The Truth
OK, so I created this blog as a joke and then promptly turned it over to Jim in hopes he would keep us apprised of the pregnancy.
That worked out pretty well, huh? Well, as you can see below, Mandy and the baby are doing just fine. They even have a name picked out for her Morgan Lea. But I am getting ahead of myself.
But since Jim was not posting regularly, I asked permission to do so. Here was his response to me: “Yes. Just bear in mind that I know my parents, in-laws and various other relatives go to the blog. So keep it in your pants.”
Now without wondering aloud what exactly that means, I will note that I am counting on the fact that the entire family reads this blog.
I have a little story to tell. The truth must come out. And it all starts with Mike Armbruster’s dog, Cambi.
Let’s be honest, the dog was a yapper and a pain in the arse. No one did anything with the dog other than defend themselves. That all changed one day back in the late 1980's.
Mike came home drunk one night and puked in his bed. He blamed it on the dog. He got away with it. Cambi went from being a dog to being a convenient excuse...and the butt of many jokes thereafter:
“Cambi put that Playboy under my mattress.”“Cambi flunked the test. Not me.”"When did that dog take up smoking?" Yes, even Carl appreciated Cambi at times. Like Father, like Son.
This went on and on in a way only immature high school friends can beat a joke to death.
Well, I am here to tell you, I was Jim’s Cambi. As best I can remember, there were about three things I did wrong at the Humberts that are worthy of even discussing. Spilling red wine in the back of Mrs. Humbert’s Audi is probably at the top of that list (on the floor, tan interior). And in that case, it was due to my choice of a wine skin over a bottle. The other two probably also involved underage consumption of alcoholic beverages. But if we had rinsed our cups, or run the dishwasher, even those instances would have gone without notice.

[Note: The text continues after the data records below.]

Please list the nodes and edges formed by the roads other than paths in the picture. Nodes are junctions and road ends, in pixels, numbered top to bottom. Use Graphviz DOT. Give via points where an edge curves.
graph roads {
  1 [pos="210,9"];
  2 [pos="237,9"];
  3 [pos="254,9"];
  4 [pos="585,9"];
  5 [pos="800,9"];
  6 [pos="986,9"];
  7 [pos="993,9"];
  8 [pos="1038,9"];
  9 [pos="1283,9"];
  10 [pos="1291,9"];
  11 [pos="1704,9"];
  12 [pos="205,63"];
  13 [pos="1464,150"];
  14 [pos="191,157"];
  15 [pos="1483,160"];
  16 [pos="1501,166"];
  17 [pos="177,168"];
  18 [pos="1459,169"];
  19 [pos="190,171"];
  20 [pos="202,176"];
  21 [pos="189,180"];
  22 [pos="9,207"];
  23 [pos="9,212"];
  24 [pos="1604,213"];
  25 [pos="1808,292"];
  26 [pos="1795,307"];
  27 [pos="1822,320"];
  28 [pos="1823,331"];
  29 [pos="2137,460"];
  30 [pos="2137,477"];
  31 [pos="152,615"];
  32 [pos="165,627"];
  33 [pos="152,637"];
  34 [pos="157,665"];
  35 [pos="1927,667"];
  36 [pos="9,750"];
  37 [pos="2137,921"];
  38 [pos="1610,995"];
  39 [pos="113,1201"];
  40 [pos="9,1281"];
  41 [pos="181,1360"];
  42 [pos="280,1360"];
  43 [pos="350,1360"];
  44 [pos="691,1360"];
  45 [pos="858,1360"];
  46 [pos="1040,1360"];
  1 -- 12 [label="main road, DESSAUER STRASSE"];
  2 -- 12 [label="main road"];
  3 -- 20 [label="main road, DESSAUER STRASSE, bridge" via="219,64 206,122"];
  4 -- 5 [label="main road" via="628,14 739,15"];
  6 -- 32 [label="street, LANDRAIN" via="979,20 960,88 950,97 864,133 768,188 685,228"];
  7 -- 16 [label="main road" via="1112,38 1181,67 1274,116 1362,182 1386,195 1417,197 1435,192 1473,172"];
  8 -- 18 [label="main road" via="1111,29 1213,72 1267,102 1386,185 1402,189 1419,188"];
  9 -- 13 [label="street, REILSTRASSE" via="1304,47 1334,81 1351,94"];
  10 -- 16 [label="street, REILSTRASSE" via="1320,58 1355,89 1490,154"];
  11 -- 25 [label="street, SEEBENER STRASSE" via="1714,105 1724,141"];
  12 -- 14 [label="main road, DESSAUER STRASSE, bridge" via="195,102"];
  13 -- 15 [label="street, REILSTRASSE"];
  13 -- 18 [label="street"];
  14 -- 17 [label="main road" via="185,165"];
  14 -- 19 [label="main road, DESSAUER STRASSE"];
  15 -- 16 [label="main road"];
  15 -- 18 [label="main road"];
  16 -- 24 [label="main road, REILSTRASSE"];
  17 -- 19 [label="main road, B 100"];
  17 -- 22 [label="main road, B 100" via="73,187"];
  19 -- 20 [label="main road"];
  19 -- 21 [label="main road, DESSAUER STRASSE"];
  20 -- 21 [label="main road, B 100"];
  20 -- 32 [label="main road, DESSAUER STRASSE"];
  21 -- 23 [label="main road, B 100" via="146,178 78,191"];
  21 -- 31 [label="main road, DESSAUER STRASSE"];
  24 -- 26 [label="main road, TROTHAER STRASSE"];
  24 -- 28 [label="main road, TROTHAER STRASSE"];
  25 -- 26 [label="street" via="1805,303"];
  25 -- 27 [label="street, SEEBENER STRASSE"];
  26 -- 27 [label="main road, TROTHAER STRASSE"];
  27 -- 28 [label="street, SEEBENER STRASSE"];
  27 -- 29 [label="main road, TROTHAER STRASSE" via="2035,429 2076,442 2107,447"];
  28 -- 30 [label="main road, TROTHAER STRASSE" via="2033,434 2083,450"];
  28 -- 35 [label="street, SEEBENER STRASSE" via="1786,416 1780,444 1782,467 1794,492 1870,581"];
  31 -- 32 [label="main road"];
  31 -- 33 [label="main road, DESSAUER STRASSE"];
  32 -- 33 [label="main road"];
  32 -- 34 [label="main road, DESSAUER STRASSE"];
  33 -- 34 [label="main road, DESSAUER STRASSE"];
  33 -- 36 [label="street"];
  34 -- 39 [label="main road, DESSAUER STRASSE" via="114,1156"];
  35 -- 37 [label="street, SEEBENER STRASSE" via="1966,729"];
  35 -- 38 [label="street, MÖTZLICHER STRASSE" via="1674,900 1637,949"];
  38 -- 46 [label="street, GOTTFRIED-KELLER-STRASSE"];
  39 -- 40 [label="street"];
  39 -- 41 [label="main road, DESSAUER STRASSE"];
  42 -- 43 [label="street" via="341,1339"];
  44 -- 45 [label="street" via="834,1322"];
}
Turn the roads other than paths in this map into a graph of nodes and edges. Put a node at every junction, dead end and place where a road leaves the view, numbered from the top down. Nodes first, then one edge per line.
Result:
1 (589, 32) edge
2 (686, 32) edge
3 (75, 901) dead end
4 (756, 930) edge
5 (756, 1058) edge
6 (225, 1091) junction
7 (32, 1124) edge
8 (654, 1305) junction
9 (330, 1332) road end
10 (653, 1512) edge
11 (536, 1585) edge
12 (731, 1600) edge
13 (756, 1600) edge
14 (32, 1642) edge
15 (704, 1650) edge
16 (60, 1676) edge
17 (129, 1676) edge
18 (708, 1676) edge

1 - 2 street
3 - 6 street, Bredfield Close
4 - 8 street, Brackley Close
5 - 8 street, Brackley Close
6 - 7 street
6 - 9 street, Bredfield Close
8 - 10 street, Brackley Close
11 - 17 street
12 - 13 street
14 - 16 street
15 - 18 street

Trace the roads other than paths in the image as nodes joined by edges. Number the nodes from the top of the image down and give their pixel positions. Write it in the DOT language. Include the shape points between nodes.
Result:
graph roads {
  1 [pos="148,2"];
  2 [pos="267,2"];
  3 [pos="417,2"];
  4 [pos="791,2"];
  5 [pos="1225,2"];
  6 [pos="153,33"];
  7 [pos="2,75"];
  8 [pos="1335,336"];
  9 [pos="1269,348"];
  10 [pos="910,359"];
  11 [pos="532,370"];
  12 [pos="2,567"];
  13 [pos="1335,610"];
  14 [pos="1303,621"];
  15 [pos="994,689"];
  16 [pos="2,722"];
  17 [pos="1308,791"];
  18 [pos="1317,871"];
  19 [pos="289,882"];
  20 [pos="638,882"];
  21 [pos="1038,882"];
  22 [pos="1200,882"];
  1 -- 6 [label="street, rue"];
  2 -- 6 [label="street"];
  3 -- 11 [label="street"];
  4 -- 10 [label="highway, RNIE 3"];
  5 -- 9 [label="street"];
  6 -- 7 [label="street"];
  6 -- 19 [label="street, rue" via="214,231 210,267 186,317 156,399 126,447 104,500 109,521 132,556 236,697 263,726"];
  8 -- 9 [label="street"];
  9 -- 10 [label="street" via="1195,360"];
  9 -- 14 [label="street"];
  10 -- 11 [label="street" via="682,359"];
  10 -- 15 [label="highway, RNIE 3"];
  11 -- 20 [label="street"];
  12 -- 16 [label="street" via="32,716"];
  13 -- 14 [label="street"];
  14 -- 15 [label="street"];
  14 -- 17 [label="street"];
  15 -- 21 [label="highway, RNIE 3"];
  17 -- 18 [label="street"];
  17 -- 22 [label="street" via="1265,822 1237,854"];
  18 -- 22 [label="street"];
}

But I have a sneaking suspicion that Jim, Jr. used me as a convenient excuse on more than one occasion...well beyond these few, minor infractions.
Now I am happy to have helped out a friend. And I think, after all these years, you will agree that I've turned out ok. But Mr. & Mrs. Humbert, if you are reading this, more often than not, it WASN’T me!
We now return you to the baby blog.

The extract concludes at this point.